Chapter III deals with approaches for hiding sensitive association rules
in centralized database environment. There are three major approaches exist to
hide sensitive association rules such as heuristic based, border based and exact
approach. In this thesis work heuristic based and exact approaches are adopted.
A new methodology based on heuristic, is proposed in this thesis work to hide
sensitive association rules efficiently with minimum side effects. A modified
inline algorithm which belongs to the category of exact approach is proposed by
adopting divide and conquer strategy for the constraints and Binary Integer
Programming (BIP) method to hide the sensitive association rules. An efficient
hybrid methodology is also proposed in this thesis work by applying
partitioning and parallel processing techniques in case of hiding sensitive item
sets for large database. The proposed methodology efficiently finds the
optimum solution by using BIP without violating any privacy constraints.
The performance analysis of all the proposed methodologies is
discussed. The analysis of the experimental results for these methodologies is
also presented.
Chapter IV covers a methodology for finding privacy preserving
association rule mining, when data is partitioned horizontally among n (>=2)
number of sites. Each site has different transactional database of common
attributes. The main issue is, when all site owners wish to join in mining process
to find global association rules without disclosing their individual database and
findings such as locally large frequent item sets, supports values to any other
23
site owners. Two methodologies are proposed in this chapter for finding privacy
preserving association rule mining when data is distributed horizontally among
n number of sites.
The first model deals with a Trusted Party (TP) to find the global
association rules by using the proposed sign based secure sum cryptography
methodology. When no site can be treated as Trusted Party, the problem of
finding global association rules by preserving the privacy of individuals is
considered as second model. A hash based secure sum cryptography
methodology is proposed in the second model.
The efficiency of the two proposed models is discussed in this chapter in
terms of privacy, computations and communications. The experimental results
are analyzed and discussed.
Chapter V discusses about a methodology to find association rules in
vertically partitioned databases in distributed environment for n (>=2) number
of sites. This chapter also discusses a methodology in finding association rules
in mixed partitioned databases in distributed environment. Each new
methodology finds global association rules accurately in distributed
environment without disclosing any site’s private data/information to any other
site owner.
As a first case, n number of vertically partitioned databases with one
special site called data miner is considered to find the global association rules.

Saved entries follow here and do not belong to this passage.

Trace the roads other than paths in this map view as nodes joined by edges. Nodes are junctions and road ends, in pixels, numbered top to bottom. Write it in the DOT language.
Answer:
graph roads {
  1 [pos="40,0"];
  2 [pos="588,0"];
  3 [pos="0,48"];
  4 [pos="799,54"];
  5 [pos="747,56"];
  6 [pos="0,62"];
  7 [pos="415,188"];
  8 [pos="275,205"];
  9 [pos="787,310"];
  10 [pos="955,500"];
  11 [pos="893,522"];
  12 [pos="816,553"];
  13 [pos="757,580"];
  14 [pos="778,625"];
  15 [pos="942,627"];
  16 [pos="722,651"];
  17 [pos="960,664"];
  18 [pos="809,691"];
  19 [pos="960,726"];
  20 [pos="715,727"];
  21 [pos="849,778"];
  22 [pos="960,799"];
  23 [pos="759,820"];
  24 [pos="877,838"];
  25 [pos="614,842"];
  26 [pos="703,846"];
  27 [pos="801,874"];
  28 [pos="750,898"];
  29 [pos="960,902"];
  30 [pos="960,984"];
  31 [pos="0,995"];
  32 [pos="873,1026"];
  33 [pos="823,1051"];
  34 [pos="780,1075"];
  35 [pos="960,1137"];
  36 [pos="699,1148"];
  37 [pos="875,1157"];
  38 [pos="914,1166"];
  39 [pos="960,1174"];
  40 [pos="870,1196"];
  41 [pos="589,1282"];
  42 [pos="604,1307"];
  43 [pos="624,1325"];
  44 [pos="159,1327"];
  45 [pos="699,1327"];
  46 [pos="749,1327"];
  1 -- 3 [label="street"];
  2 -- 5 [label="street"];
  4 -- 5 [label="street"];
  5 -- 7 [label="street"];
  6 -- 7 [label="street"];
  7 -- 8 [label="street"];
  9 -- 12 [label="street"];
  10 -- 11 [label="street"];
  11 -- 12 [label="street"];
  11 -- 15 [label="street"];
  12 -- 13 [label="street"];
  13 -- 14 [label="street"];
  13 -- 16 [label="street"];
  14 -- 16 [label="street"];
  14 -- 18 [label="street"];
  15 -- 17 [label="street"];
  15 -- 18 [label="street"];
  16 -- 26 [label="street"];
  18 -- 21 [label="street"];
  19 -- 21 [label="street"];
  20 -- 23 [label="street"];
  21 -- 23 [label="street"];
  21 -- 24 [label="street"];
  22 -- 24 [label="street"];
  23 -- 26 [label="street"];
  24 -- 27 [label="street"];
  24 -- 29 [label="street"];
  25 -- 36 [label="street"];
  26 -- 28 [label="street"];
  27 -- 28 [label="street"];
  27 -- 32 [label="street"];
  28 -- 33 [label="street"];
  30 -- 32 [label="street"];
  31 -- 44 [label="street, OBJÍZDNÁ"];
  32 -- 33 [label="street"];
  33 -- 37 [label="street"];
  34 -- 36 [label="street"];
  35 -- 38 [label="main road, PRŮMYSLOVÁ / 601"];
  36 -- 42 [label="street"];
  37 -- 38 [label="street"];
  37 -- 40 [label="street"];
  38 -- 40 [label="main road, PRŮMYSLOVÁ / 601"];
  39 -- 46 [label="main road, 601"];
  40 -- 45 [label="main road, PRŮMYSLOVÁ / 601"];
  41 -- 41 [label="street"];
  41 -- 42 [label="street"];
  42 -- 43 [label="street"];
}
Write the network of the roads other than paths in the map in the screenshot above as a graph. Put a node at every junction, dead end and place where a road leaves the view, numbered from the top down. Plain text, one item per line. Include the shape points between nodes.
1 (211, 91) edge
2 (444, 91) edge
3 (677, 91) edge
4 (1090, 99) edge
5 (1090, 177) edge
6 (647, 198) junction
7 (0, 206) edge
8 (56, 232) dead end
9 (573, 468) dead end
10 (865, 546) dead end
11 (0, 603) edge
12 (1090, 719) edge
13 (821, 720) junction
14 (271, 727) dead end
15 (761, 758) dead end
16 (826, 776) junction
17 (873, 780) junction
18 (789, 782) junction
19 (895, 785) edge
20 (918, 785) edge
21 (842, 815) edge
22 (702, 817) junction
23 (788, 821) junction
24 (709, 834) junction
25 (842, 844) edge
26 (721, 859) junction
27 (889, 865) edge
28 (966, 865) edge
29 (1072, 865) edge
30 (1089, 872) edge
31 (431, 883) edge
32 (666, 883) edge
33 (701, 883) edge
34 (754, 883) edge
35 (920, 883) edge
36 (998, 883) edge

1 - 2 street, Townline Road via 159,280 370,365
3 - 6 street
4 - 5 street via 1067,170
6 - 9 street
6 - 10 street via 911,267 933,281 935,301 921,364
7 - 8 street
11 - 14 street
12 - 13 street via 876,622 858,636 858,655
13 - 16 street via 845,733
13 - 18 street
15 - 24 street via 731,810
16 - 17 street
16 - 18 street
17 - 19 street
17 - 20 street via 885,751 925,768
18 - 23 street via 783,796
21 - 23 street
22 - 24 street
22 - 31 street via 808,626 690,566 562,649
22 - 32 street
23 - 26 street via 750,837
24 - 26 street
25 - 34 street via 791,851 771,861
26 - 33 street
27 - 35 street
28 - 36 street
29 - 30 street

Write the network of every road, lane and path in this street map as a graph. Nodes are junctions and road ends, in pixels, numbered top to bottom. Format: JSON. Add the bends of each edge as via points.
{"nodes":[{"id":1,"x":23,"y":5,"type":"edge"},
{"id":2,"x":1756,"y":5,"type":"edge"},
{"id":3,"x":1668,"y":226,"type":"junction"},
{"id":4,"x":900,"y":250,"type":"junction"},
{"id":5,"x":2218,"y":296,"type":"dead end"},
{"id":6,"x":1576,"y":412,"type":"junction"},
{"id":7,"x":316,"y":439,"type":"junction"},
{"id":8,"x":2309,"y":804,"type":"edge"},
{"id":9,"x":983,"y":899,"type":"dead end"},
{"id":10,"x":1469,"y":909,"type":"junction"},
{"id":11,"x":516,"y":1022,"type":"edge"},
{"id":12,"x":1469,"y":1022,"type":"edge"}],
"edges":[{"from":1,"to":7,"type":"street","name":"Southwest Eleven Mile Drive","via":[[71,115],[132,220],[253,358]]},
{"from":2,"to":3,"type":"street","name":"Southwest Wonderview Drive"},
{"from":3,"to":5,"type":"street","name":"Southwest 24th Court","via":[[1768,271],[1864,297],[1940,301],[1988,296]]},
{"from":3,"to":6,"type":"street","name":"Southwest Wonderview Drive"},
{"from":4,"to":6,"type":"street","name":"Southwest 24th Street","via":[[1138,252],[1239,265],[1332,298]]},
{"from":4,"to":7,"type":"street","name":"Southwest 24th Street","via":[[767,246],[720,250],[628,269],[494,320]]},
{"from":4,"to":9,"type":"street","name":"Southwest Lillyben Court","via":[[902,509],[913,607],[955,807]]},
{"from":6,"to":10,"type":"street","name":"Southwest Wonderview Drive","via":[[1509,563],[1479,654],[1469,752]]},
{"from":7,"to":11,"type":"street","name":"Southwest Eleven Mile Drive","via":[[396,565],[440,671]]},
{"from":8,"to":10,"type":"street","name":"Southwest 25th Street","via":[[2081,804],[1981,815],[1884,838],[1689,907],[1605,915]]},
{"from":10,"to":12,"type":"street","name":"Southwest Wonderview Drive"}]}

A new methodology is proposed which utilizes the cryptography technique
scalar product to efficiently generate the global association rules by preserving
the privacy constraints of individuals. Two types of mixed partitioned databases
with the combination of horizontal and vertical partitioning strategies are
considered in this chapter. The methodologies are proposed for these two mixed
models to find the global association rules. In this chapter the efficiency of the
vertically partitioned model and two mixed partitioned models are discussed
and analyzed on various aspects.
Chapter VI deals with conclusion of the research work carried out in
this thesis. The future work is also suggested.